((

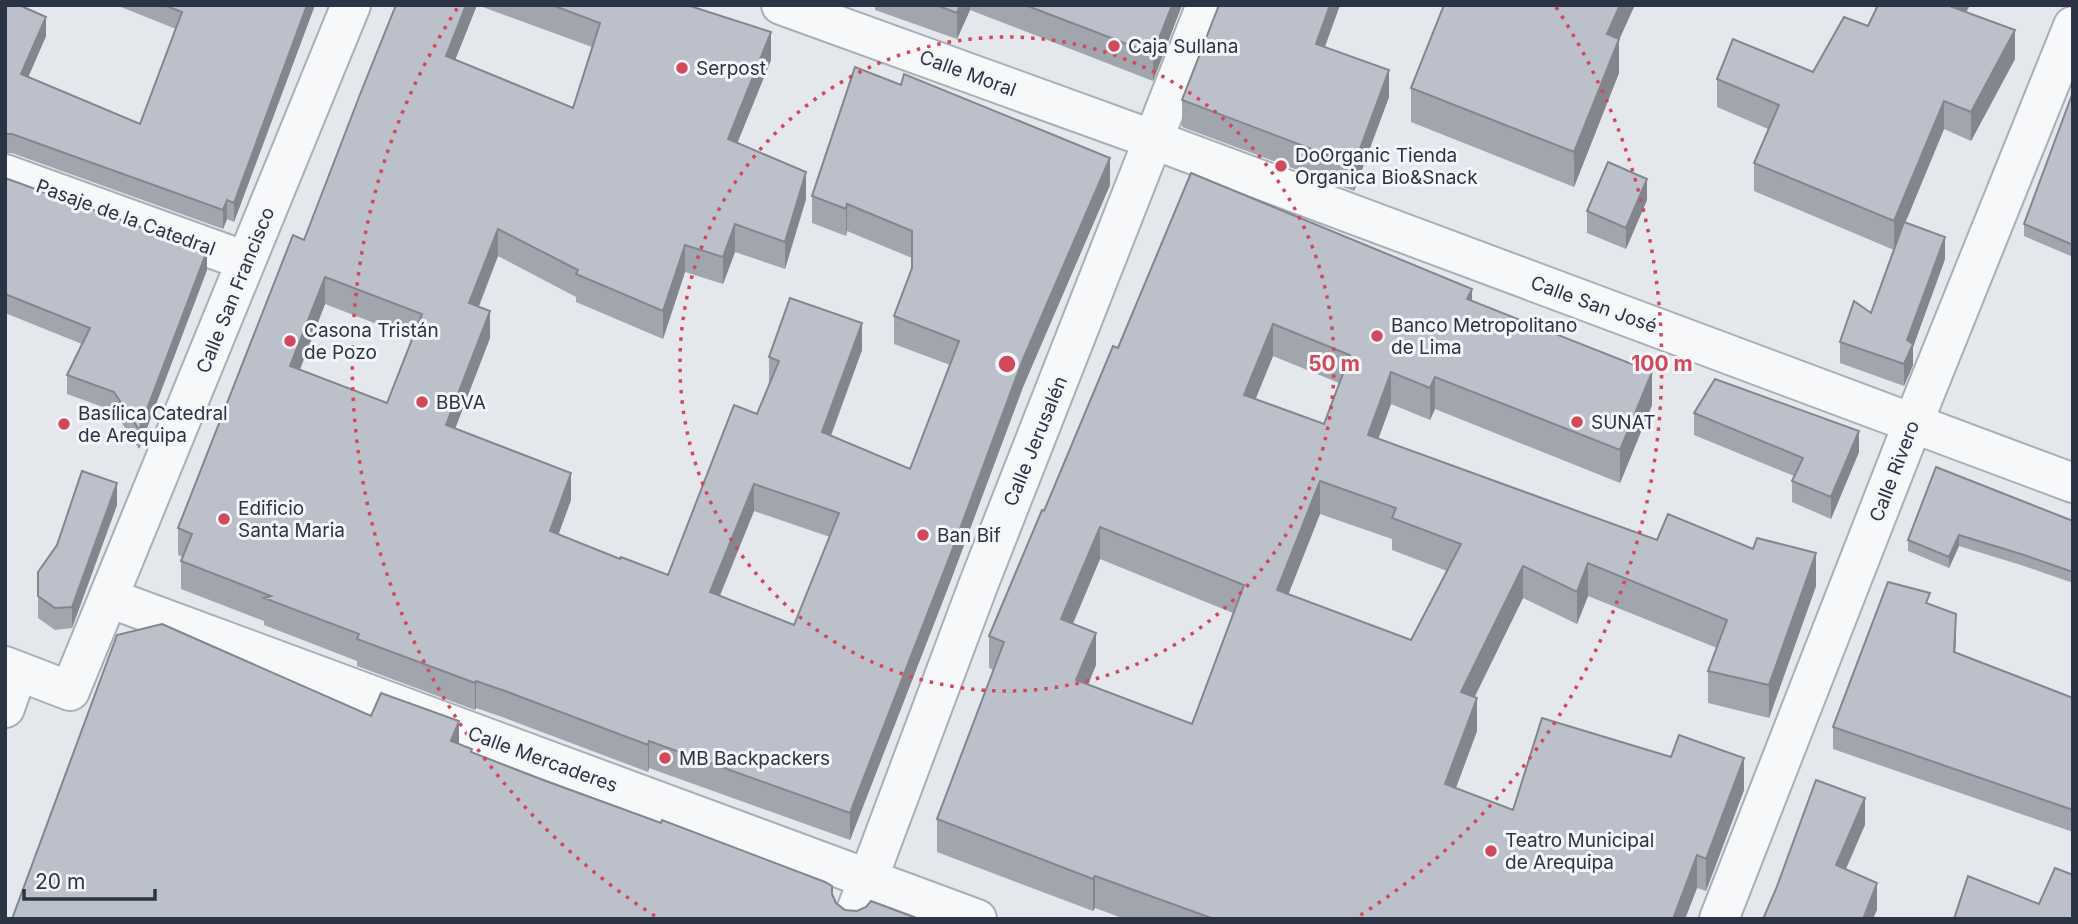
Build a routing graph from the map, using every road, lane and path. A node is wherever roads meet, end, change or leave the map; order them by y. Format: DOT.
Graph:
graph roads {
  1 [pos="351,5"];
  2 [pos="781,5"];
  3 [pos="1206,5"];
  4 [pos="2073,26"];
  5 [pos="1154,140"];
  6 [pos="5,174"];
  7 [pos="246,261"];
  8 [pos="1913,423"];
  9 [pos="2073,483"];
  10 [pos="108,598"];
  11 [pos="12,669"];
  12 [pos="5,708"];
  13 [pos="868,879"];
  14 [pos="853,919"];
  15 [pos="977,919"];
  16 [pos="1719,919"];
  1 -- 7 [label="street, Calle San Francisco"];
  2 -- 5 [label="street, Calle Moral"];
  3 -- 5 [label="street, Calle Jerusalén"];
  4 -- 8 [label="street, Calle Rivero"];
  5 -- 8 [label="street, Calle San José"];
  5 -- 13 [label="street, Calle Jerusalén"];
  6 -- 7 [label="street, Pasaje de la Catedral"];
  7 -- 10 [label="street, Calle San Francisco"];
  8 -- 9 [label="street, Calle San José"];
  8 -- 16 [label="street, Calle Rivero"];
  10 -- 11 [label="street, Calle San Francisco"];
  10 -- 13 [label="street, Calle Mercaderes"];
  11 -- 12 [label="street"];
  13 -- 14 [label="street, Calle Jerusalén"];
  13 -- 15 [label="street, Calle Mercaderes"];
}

))
((

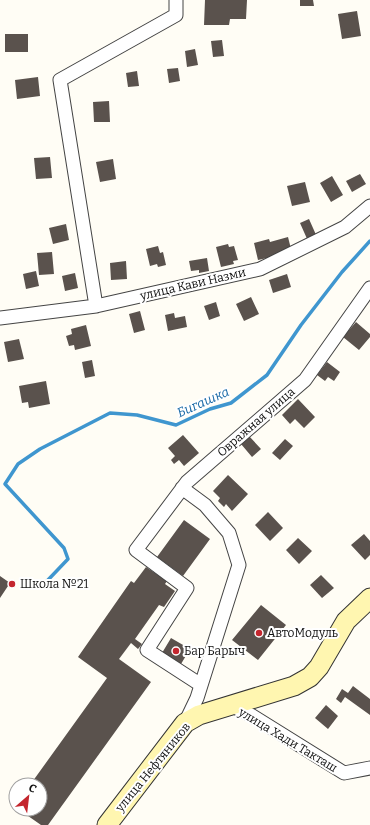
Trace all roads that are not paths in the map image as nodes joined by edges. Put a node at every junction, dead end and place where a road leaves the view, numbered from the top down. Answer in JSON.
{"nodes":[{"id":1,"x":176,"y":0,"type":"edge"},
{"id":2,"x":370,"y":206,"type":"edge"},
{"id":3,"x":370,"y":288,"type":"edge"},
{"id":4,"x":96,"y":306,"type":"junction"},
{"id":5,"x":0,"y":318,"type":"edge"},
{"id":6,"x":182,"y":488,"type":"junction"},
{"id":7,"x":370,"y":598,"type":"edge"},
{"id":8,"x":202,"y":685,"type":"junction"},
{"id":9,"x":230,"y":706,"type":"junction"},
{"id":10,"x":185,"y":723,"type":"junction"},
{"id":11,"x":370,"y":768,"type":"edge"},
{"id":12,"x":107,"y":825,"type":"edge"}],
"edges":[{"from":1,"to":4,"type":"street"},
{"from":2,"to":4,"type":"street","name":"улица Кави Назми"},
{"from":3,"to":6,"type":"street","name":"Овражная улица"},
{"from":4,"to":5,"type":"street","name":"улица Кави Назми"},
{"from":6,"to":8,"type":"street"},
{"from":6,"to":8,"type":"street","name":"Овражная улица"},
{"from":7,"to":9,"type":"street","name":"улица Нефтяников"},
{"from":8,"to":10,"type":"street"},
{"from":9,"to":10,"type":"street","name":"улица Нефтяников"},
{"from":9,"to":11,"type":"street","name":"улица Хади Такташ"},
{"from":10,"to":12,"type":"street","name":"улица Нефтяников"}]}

))
((

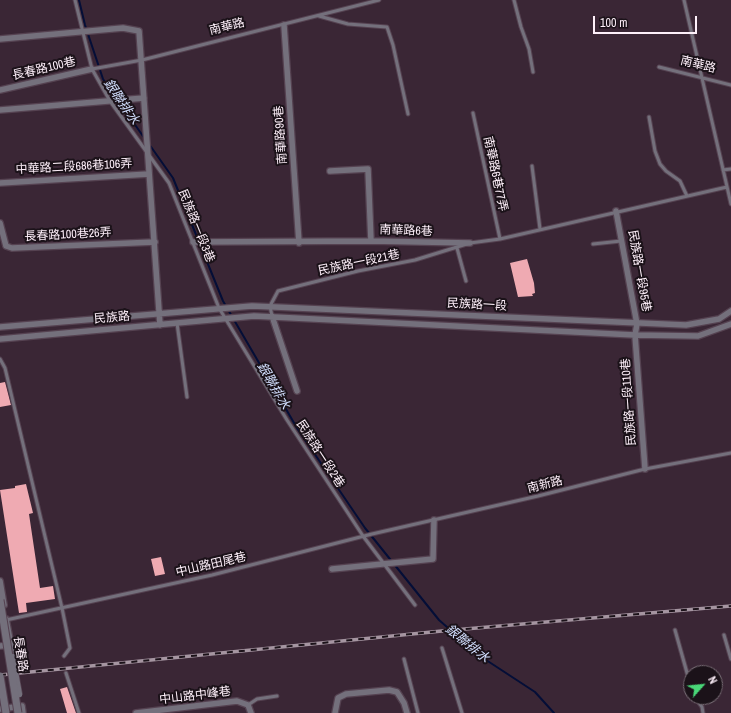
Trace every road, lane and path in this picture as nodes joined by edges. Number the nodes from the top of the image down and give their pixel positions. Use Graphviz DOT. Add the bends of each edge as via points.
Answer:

))

▶ [ASSIGNMENT]:
Look for the string "lane" in the entries above. Copy every line that has it.

▶ [SOLVED EXERCISE]:
Build a routing graph from the map, using every road, lane and path. A node is wherever roads meet, end, change or leave the map; order them by y. Format: DOT.
Trace every road, lane and path in this picture as nodes joined by edges. Number the nodes from the top of the image down and give their pixel positions. Use Graphviz DOT. Add the bends of each edge as via points.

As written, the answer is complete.